Later, the complaint alleges that in 2015 “Sayed, a former head sever, became a Sparks manager and attempted to fire Mr. Ivanov a week after he was hired upon finding out that Mr. Ivanov is gay,” but that Ivanov was then rehired by a Sparks general manager.

In another example of the claimed harassment, the complaint says that “Majid Alami (‘Mr. Alami’), a Moroccan waiter of Islamic faith, bullied Mr. Ivanov for being gay, by calling Mr. Ivanov ‘a fucking faggot’ and threatened that he would ‘kill him outside.’”

The lawsuit claims “while Mr.

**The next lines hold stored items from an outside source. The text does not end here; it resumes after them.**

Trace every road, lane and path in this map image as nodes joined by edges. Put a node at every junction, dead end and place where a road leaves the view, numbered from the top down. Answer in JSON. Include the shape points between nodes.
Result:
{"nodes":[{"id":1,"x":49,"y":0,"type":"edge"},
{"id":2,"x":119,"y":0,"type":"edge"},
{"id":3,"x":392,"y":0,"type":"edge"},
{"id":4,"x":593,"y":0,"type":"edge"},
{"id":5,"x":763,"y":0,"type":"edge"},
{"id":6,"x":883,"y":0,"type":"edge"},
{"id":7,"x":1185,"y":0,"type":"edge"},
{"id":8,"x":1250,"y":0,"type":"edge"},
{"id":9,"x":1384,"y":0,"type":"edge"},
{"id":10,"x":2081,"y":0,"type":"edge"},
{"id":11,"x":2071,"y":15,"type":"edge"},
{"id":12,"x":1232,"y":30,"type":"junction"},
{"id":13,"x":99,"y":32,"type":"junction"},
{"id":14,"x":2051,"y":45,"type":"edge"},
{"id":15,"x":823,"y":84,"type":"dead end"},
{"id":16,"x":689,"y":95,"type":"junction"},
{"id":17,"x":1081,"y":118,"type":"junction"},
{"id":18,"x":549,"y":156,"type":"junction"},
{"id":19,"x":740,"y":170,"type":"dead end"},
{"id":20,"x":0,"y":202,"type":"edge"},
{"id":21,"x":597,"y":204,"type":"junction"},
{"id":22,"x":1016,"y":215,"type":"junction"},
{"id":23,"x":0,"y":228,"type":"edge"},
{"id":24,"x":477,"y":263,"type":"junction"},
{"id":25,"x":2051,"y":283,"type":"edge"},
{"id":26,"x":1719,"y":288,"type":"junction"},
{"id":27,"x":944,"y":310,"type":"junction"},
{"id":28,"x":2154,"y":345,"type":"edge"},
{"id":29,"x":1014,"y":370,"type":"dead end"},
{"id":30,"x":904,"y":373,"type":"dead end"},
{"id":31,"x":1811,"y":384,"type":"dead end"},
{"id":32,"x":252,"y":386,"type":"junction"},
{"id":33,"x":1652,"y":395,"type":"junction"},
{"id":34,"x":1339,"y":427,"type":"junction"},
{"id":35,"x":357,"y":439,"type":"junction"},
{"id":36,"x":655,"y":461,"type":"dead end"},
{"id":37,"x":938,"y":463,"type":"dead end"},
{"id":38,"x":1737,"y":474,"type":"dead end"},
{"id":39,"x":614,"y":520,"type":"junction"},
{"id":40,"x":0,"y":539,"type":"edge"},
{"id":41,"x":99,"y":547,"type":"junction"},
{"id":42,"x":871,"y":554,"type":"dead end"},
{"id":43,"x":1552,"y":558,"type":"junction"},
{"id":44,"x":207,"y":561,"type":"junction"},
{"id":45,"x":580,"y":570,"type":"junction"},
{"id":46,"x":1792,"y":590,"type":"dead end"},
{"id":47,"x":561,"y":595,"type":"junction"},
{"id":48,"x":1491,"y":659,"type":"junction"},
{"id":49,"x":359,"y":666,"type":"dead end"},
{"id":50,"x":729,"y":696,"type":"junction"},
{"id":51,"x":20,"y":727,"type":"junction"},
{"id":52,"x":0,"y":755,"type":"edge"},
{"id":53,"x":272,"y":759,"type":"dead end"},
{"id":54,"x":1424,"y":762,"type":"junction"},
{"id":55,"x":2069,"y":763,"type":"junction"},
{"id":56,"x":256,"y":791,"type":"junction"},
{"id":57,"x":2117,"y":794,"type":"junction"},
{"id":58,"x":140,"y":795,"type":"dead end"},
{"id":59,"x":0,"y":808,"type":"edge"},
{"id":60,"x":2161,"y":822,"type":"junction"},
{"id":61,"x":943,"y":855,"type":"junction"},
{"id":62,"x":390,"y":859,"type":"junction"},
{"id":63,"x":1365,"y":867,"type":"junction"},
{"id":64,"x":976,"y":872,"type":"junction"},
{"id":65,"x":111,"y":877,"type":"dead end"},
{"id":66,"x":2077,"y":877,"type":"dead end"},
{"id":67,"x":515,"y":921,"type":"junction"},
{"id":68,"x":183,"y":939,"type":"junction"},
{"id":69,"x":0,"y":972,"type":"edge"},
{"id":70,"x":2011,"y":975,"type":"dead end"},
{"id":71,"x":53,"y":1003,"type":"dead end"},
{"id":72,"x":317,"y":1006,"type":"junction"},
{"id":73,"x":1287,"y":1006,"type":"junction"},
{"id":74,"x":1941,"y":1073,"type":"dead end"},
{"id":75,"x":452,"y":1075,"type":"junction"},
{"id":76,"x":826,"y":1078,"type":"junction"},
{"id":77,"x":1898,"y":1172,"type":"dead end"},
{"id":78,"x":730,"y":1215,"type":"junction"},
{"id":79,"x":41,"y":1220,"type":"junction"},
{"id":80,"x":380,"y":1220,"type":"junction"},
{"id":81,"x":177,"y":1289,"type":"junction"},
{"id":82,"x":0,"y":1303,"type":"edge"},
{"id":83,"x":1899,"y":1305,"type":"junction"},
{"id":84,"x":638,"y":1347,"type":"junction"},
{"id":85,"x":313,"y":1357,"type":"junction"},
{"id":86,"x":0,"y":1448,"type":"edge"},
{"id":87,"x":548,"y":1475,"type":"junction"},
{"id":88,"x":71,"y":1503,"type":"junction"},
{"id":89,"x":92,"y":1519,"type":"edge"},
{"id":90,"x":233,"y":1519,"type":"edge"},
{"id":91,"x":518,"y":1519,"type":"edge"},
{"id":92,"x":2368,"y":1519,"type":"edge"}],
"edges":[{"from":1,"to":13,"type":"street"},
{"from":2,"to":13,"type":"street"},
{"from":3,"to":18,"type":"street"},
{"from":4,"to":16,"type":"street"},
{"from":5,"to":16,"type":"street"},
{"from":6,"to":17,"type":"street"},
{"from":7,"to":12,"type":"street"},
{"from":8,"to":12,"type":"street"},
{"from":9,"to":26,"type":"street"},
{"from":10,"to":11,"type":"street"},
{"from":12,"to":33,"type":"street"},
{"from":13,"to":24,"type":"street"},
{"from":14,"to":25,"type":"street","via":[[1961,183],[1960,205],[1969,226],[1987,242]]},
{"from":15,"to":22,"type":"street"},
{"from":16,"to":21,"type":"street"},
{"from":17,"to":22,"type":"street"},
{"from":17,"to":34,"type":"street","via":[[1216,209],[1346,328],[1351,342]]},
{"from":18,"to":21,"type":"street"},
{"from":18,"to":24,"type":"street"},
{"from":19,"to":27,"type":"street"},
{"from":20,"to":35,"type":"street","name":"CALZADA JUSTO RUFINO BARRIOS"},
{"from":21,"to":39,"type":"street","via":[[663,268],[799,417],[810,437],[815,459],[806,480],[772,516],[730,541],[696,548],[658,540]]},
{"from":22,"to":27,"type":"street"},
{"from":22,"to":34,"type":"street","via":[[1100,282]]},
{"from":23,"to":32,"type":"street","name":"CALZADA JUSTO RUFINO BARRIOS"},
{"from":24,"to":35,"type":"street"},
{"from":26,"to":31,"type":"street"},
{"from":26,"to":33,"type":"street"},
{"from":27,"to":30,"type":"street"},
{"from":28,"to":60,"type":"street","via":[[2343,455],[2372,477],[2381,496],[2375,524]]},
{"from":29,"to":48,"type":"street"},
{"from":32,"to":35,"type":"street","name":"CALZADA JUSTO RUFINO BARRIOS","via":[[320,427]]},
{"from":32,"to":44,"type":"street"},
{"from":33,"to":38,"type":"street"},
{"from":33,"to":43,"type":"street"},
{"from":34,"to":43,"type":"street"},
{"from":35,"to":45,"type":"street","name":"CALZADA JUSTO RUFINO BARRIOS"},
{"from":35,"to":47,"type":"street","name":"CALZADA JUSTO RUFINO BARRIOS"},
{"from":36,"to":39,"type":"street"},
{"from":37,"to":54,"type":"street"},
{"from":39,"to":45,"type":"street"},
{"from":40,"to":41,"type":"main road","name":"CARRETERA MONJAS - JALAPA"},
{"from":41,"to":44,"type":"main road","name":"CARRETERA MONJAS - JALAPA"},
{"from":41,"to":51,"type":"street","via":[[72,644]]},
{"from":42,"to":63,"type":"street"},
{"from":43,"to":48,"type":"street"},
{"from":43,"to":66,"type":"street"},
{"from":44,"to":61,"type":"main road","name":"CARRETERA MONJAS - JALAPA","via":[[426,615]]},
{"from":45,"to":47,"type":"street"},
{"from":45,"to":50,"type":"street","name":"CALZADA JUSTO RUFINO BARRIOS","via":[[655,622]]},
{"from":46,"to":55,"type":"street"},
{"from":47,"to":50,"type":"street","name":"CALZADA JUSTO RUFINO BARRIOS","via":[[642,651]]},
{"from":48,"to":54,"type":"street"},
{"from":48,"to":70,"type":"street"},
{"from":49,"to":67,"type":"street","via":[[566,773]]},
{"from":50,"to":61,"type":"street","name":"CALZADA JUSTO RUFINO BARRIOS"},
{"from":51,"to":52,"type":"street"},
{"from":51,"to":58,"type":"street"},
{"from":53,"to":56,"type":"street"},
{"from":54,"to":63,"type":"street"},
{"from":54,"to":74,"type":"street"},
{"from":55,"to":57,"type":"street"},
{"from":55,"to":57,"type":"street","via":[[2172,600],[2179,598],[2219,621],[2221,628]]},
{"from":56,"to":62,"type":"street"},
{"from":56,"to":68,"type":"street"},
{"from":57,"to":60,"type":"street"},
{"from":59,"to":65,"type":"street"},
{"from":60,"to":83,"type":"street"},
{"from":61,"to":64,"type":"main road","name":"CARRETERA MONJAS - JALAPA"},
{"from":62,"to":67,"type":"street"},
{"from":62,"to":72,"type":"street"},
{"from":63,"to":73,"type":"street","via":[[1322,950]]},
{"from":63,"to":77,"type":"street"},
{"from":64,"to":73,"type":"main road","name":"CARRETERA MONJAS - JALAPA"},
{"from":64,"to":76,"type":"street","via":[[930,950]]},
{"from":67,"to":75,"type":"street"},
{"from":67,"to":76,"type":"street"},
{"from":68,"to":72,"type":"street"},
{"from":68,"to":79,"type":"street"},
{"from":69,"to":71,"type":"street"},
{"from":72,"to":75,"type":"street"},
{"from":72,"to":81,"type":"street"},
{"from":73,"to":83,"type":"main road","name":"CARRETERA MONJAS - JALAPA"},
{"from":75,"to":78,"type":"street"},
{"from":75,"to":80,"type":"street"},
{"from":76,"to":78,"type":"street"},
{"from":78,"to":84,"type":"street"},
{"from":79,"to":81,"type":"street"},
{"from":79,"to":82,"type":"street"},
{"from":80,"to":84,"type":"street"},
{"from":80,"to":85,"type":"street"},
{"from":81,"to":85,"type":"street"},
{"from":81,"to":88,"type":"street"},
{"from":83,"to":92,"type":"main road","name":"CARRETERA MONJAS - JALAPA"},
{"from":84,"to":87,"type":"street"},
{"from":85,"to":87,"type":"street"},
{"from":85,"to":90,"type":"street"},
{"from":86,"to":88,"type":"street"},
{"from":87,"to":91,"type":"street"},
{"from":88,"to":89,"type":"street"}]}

Ivanov was overworked with many tables, the waiters of Islamic faith took prolonged breaks and the sections assigned to them would be empty.”

“Specifically,” the complaint continues, “the waiters who practice Islam took breaks on Ramadan for an hour each day for a month,” and that “the waiters who were friendly with management would not get seated as much, so the Islamic waiters in essence worked less but still shared the same amount in tips because of a pool system where the waiters would evenly split the tips for each night.”

The lawsuit names as the defendant Michael Cetta Inc. d/b/a Sparks Steak House, and it requests relief that includes compensatory damages, punitive damages and an order that Sparks institute policies to eradicate unlawful practices.

The EEOC’s 2012 settlement with Sparks resolved an action in which the agency charged that restaurant managers sexually harassed 22 male waiters over an almost eight-year period. In addition to agreeing to institute certain actions aimed at eradicating any possible harassment or retaliation, Sparks also agreed to pay $600,000 to settle the charges. Sparks, which was represented by Allan Taffet and Chad Naso of Duval & Stachenfeld in that EEOC matter, denied the allegations that were made and did not admit to wrongdoing or liability.